** Task instructions **
Those lines of the data that hold the word "Ouargla" are to be copied out.
-------
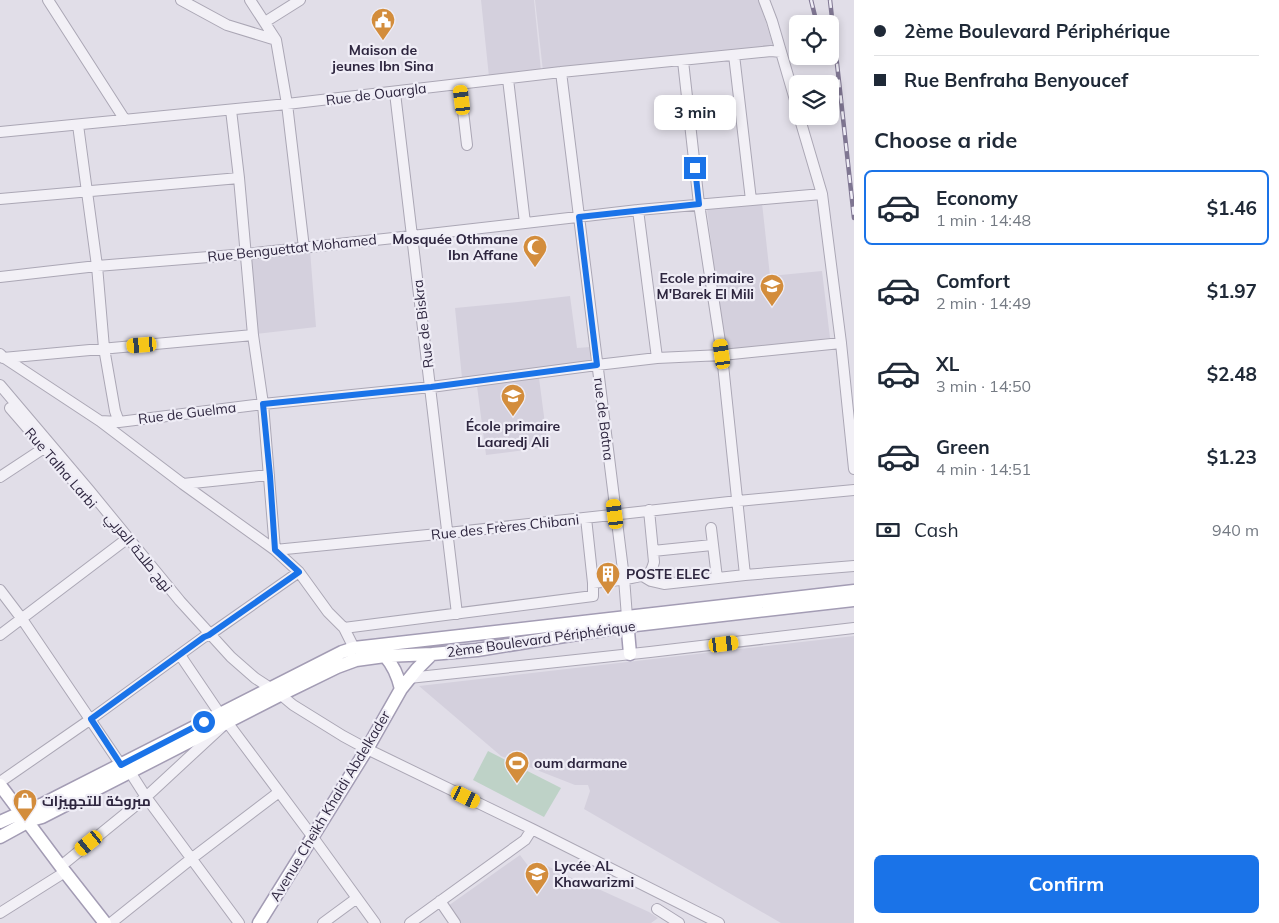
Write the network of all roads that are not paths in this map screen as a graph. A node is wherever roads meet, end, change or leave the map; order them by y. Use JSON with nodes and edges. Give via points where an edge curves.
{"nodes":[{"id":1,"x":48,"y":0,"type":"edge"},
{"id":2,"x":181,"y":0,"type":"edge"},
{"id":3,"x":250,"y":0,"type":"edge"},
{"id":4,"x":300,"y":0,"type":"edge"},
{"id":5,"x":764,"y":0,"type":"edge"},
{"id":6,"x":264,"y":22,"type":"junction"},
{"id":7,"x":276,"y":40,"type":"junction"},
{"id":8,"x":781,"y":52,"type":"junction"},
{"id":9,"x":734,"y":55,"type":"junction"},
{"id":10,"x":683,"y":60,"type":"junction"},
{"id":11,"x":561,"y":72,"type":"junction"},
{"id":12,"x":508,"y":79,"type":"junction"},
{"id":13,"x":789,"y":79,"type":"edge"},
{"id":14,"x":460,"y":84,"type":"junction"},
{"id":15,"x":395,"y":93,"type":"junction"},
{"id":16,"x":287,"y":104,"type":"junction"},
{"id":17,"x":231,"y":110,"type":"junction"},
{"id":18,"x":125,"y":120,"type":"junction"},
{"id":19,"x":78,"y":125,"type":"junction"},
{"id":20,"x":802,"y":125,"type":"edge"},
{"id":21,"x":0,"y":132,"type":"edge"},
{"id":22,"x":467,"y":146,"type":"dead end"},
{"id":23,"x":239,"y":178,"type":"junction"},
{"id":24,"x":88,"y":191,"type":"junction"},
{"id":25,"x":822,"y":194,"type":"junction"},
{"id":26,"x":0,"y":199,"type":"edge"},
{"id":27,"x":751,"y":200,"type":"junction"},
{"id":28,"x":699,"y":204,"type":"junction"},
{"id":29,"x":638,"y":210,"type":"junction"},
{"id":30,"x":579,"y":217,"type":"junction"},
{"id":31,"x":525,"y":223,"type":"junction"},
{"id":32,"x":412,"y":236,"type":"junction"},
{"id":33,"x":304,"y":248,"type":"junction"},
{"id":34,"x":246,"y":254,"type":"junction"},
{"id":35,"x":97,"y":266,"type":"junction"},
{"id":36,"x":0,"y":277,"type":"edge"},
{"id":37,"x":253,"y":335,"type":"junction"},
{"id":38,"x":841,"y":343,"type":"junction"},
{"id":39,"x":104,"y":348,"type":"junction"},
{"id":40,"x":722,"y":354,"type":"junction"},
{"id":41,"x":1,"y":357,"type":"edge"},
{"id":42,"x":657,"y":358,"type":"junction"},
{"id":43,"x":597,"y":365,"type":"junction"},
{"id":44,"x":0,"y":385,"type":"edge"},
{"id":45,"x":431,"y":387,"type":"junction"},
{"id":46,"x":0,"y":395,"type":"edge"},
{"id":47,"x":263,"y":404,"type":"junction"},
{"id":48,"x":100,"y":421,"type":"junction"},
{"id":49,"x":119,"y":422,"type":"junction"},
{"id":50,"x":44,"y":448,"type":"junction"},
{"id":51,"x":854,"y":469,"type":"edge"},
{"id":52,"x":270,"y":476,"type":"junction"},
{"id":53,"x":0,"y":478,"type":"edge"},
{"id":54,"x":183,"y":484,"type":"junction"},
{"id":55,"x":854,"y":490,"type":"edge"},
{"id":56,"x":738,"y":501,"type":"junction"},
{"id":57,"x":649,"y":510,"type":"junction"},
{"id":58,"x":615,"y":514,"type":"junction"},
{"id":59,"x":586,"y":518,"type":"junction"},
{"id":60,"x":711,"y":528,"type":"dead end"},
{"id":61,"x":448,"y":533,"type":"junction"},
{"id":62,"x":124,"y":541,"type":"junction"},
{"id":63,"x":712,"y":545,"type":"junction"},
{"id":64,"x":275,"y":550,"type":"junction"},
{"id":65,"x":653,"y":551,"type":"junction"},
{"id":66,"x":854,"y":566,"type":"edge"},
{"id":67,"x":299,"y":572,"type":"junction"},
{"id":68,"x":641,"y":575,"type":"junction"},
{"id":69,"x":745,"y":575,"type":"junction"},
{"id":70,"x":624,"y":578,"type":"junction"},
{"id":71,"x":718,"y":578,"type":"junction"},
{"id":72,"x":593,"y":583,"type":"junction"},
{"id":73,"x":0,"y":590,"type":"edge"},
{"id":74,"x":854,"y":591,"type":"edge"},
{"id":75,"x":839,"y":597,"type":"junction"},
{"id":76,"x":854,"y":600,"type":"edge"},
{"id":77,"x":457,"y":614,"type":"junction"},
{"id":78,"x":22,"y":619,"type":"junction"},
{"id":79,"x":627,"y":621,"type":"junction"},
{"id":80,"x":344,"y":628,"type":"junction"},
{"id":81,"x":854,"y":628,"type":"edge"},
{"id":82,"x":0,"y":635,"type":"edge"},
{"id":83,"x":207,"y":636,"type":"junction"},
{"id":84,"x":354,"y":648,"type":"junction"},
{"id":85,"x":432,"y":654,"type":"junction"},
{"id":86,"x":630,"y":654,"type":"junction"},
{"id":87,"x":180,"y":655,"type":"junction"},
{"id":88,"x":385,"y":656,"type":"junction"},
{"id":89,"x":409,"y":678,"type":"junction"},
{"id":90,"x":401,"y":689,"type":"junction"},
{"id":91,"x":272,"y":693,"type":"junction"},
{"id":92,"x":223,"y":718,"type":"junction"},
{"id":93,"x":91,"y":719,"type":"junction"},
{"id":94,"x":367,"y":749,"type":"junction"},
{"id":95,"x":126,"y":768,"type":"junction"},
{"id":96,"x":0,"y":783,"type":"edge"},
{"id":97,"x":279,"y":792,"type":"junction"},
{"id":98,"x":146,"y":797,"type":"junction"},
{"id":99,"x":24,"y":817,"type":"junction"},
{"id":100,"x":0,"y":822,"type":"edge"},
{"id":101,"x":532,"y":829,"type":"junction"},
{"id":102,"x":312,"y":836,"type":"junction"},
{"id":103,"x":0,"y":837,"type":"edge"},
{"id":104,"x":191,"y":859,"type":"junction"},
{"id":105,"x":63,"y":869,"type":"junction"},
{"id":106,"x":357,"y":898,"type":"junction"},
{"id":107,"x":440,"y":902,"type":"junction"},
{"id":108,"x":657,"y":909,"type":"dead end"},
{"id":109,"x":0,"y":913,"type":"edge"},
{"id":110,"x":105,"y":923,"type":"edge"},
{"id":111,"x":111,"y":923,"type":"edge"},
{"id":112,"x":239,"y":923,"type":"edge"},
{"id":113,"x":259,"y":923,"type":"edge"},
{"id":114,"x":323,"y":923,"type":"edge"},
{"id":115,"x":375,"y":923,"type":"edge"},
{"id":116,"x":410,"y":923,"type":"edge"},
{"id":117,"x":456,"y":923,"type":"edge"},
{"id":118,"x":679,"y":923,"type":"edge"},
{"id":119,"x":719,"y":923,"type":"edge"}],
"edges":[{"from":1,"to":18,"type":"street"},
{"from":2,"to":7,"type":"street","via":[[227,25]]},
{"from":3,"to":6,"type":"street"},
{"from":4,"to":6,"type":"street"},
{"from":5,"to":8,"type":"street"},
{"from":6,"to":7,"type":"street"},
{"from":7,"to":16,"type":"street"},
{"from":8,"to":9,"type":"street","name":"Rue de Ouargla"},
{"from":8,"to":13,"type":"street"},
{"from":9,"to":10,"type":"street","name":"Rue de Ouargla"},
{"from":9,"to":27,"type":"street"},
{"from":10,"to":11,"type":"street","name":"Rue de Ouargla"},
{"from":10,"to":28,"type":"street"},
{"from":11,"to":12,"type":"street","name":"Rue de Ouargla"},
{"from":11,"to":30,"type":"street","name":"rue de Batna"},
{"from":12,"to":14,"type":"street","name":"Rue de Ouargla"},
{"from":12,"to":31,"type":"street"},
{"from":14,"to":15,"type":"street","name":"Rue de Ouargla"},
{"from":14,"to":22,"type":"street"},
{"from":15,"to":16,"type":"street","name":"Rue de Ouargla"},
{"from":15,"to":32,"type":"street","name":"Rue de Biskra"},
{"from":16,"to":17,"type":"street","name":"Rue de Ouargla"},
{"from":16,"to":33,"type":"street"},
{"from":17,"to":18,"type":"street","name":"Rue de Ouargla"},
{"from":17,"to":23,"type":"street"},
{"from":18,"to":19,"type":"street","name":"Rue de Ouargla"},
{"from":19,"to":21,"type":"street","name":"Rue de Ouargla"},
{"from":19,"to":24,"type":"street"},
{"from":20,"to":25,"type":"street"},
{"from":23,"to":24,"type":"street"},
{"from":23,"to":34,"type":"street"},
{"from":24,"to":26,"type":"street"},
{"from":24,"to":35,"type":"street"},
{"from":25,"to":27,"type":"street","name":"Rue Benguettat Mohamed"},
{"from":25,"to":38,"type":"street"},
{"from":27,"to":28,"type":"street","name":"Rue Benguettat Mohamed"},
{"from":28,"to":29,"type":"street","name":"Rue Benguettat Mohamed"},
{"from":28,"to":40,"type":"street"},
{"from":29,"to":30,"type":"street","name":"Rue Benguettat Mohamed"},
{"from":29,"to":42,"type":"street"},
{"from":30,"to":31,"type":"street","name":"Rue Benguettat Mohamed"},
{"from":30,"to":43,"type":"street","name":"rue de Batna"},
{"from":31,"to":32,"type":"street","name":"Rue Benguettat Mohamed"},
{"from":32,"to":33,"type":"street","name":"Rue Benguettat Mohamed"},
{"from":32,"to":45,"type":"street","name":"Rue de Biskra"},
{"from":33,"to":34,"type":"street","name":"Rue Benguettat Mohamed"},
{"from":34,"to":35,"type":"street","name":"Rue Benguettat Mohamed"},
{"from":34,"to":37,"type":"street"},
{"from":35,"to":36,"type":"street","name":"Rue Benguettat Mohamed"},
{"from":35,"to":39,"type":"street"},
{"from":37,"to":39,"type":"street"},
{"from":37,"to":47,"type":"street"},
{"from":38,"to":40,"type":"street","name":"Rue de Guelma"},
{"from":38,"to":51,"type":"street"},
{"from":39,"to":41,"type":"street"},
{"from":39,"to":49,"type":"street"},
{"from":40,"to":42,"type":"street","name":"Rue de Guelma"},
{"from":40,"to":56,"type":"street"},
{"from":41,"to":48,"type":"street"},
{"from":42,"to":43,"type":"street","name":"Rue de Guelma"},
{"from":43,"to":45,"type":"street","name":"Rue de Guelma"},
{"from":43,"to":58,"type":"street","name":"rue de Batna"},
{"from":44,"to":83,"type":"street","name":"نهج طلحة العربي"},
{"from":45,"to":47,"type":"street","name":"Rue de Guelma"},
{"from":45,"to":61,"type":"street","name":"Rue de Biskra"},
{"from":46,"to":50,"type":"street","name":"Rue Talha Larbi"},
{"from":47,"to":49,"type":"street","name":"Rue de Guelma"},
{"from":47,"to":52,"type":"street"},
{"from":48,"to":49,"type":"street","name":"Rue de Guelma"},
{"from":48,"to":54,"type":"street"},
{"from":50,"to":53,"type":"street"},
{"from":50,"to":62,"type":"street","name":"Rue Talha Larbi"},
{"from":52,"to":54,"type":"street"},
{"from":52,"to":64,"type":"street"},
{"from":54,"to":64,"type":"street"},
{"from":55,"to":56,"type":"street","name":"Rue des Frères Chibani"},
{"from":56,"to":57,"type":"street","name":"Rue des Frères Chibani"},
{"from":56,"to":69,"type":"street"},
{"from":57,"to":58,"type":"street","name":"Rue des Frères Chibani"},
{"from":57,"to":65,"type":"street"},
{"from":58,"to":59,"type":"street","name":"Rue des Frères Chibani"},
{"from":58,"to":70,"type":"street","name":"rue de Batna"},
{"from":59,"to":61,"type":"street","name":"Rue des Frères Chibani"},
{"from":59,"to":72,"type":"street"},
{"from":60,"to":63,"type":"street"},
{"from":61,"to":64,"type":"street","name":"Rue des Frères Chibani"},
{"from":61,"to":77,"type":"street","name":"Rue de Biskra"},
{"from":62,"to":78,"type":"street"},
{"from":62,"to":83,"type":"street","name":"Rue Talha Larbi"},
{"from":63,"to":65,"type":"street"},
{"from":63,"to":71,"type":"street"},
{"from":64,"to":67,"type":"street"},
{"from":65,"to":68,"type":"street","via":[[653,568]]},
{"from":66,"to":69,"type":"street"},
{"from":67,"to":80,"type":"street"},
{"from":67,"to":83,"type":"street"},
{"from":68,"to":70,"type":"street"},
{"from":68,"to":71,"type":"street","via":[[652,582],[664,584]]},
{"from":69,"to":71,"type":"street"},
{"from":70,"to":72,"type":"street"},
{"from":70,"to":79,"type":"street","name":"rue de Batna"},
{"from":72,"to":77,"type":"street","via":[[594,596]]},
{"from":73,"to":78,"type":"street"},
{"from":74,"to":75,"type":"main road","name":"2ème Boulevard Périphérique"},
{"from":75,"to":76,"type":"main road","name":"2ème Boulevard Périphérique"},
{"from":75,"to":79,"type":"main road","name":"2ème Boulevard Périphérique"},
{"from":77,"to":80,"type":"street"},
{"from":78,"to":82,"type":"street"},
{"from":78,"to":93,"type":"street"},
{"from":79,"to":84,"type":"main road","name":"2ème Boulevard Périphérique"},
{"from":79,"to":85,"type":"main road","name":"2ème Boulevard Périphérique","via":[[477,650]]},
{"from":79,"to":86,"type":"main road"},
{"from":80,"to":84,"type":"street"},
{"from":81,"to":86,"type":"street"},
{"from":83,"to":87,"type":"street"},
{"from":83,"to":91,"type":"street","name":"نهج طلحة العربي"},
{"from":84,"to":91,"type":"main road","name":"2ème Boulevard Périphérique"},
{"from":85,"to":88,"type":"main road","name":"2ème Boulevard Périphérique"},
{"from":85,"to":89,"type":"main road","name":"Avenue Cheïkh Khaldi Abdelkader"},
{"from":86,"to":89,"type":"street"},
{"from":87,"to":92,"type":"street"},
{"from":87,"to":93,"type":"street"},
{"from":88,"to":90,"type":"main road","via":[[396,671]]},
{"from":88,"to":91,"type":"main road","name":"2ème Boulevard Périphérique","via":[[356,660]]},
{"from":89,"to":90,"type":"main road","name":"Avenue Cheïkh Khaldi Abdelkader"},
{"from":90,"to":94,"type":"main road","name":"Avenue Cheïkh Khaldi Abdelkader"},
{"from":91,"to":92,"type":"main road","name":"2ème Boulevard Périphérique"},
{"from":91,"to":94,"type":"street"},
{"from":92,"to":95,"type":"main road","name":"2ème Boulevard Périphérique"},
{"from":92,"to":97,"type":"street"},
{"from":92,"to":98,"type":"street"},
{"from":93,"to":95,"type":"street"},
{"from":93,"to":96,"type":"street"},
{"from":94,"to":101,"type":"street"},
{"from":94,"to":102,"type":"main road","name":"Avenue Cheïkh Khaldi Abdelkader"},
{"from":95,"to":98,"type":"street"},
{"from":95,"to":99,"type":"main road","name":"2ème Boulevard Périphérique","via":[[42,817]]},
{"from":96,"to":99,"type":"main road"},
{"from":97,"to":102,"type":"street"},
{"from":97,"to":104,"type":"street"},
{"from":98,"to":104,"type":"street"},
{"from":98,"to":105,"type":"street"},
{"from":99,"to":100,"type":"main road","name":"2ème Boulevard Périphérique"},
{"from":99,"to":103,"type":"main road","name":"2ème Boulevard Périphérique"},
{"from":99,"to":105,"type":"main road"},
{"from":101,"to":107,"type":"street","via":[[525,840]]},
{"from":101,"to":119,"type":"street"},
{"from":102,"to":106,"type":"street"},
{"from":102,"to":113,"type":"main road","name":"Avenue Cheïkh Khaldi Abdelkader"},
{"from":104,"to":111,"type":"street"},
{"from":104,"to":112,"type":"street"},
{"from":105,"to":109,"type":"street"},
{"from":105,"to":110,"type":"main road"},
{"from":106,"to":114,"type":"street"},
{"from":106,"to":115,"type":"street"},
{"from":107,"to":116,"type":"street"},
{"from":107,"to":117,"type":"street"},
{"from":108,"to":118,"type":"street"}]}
-------
** Answer area **
{"from":8,"to":9,"type":"street","name":"Rue de Ouargla"},
{"from":9,"to":10,"type":"street","name":"Rue de Ouargla"},
{"from":10,"to":11,"type":"street","name":"Rue de Ouargla"},
{"from":11,"to":12,"type":"street","name":"Rue de Ouargla"},
{"from":12,"to":14,"type":"street","name":"Rue de Ouargla"},
{"from":14,"to":15,"type":"street","name":"Rue de Ouargla"},
{"from":15,"to":16,"type":"street","name":"Rue de Ouargla"},
{"from":16,"to":17,"type":"street","name":"Rue de Ouargla"},
{"from":17,"to":18,"type":"street","name":"Rue de Ouargla"},
{"from":18,"to":19,"type":"street","name":"Rue de Ouargla"},
{"from":19,"to":21,"type":"street","name":"Rue de Ouargla"},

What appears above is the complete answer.